Among the cast, only Ross Maxwell and Liam Browne seem to have pursued a subsequent acting career. The former is in Ouija Board and Sawney: Flesh of Man and a sub-feature psychological horror called Sessions of the Mind; the latter has made some non-horror indie features and starred in a couple of Stereophonics videos. Ben Tyreman, who plays the psycho, now seems to be active in Welsh theatre. But Maria Conciarro, Sarah Pavey, Adam Stride, Tori Wheatman, Mark Wright (not the TOWIE guy), Patrick Owen (who plays the gendarme) and body doubles Karl Irons and Emma Sands have simply vanished. Or have they? An actor named Emerson Peters lists this film on his agent’s website and, you know, you wouldn’t admit to that unless it’s true. I guess he must be either Stride or Wright under a new Equity stage name. The acting, by the way, is no great shakes but also not awful, except the scenes on the P&O ferry which seem to have been improvised.

All of which leaves one name in the cast list who has made something of herself and might well prefer her venture into violent horror cinema to be swept under the carpet (or maybe she’s proud of it) – credited here as Layla Stewart but now known professionally as Layla Anna-Lee. If the name doesn’t ring bells with you (thank you, Wikipedia), she is a TV presenter, mainly covering sport, particularly rugby, football and cycling in its various forms. Even if you’ve not heard of her, you’ve almost certainly heard her voice because she was one of two announcers at the London 2012 Olympics Opening Ceremony. She also does awards coverage for OK! Magazine’s website and presents a children’s cooking show on ITV. Plus lots of modelling over the years, apparently.

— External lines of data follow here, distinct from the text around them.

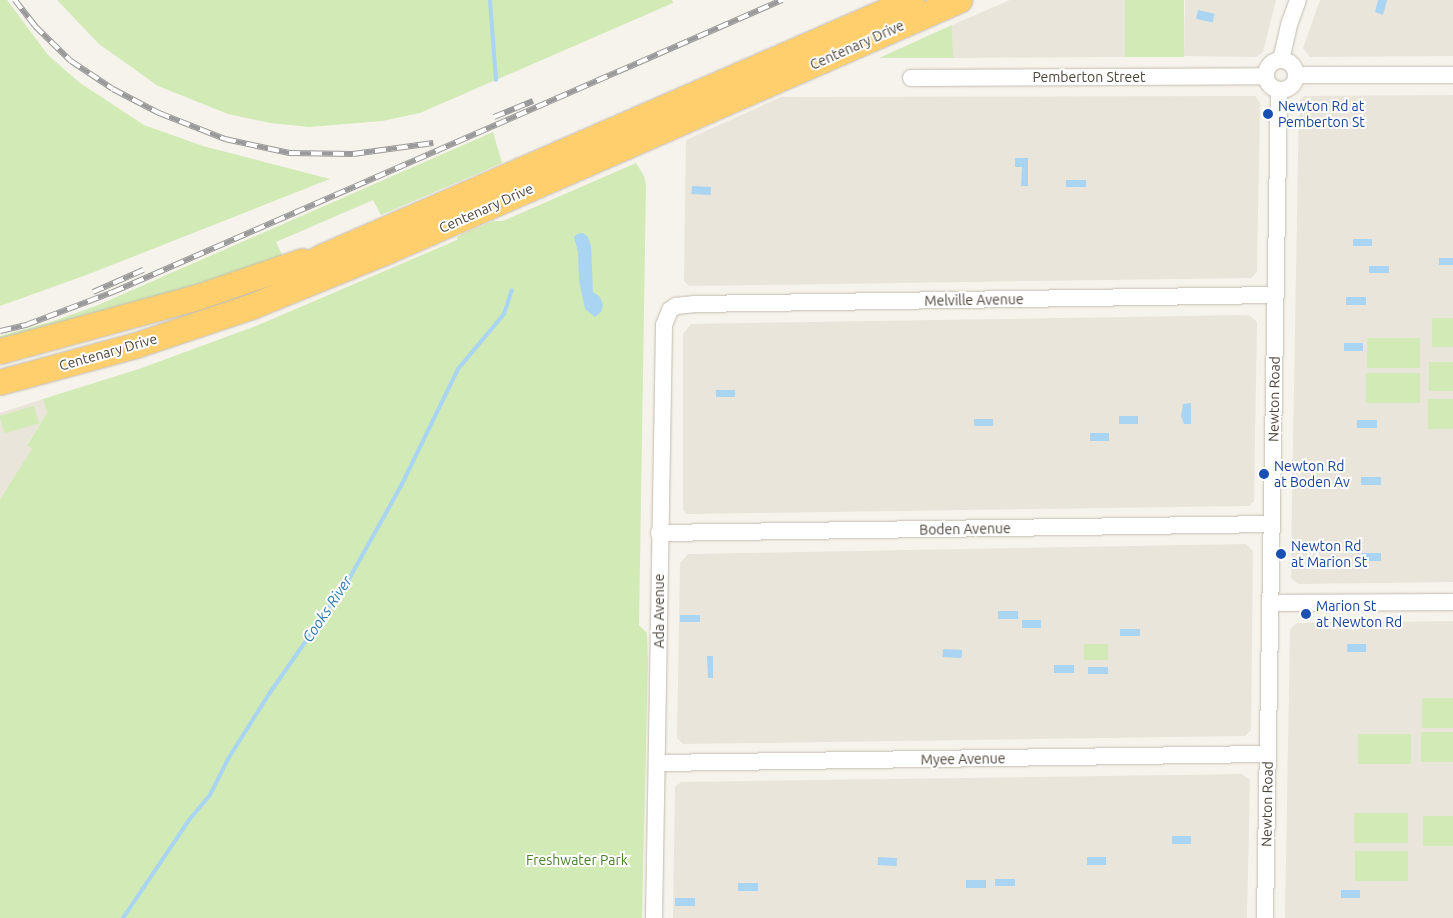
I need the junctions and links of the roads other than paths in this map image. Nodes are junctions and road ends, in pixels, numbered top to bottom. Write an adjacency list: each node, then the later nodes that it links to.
1 (911, 0): 10 (highway, Centenary Drive)
2 (959, 0): 10 (highway, Centenary Drive)
3 (1298, 0): 4 (street)
4 (1281, 60): 5 (street); 7 (street)
5 (1296, 75): 6 (street); 9 (street)
6 (1453, 75)
7 (1266, 76): 8 (street, Pemberton Street); 9 (street)
8 (911, 78)
9 (1279, 90): 12 (street, Newton Road)
10 (538, 174): 11 (highway, Centenary Drive)
11 (321, 267): 14 (highway); 15 (highway, Centenary Drive); 18 (highway)
12 (1276, 295): 13 (street, Melville Avenue); 19 (street, Newton Road)
13 (673, 307): 20 (street, Ada Avenue)
14 (0, 350)
15 (37, 364): 16 (highway, Centenary Drive); 17 (highway, Centenary Drive)
16 (0, 365)
17 (0, 382)
18 (0, 398)
19 (1272, 524): 20 (street, Boden Avenue); 22 (street, Newton Road)
20 (659, 533): 24 (street, Ada Avenue)
21 (1453, 602): 22 (street)
22 (1270, 603): 23 (street, Newton Road)
23 (1268, 754): 24 (street, Myee Avenue); 26 (street, Newton Road)
24 (658, 763): 25 (street, Ada Avenue)
25 (654, 918)
26 (1265, 918)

Most of the £8,000 budget came from Fraser Barsby’s credit cards with some sort of contribution from King’s Lynn-based financial consultant Martin Crannis and Norwich advertising agency Freshly Squeezed who both receive ‘executive producer’ credit. Local indie band Vanilla Pod, who had been gigging and releasing albums since the mid-1990s, provide some songs for the soundtrack, which also credits Allan Kirk, Shane Reeve, Todd Scott, Bill Cocker and Messrs. Barsby and Weild.

Filmed over five days in November 2002, the movie carries a 2003 copyright date. I can’t find any evidence of festival play but it was actually submitted to the BBFC, receiving a 15 certificate, which must have set the boys back a few quid. Copies were sold through the now defunct hacked-off.com website with offers of a free T-shirt or poster for the first thousand discs sold. Which seems an enormously optimistic sales projection for a no-name indie slasher only available from its own website or the undiscriminating shelves of The Cinema Store.

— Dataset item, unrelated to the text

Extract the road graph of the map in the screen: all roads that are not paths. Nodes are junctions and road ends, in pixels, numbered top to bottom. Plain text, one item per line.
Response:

Screeners were sent out and the film was soundly trashed by reviewers on three websites: Eat My Brains!, The Late Doctor Lady Show and Slasherpool, a now-defunct, English language horror site based in Sweden. “Terrible low-budget slasher effort from the country that just doesn't seem to want to produce good slashers,” was the opinion of Slasherpool which seems odd because it was the people behind that site which actually released the Hacked Off DVD! (Their only other release was Swedish feature Death Academy.)

Long since consigned to history, and not even the well-documented bits of history, copies of Hacked Off now surface very occasionally on eBay.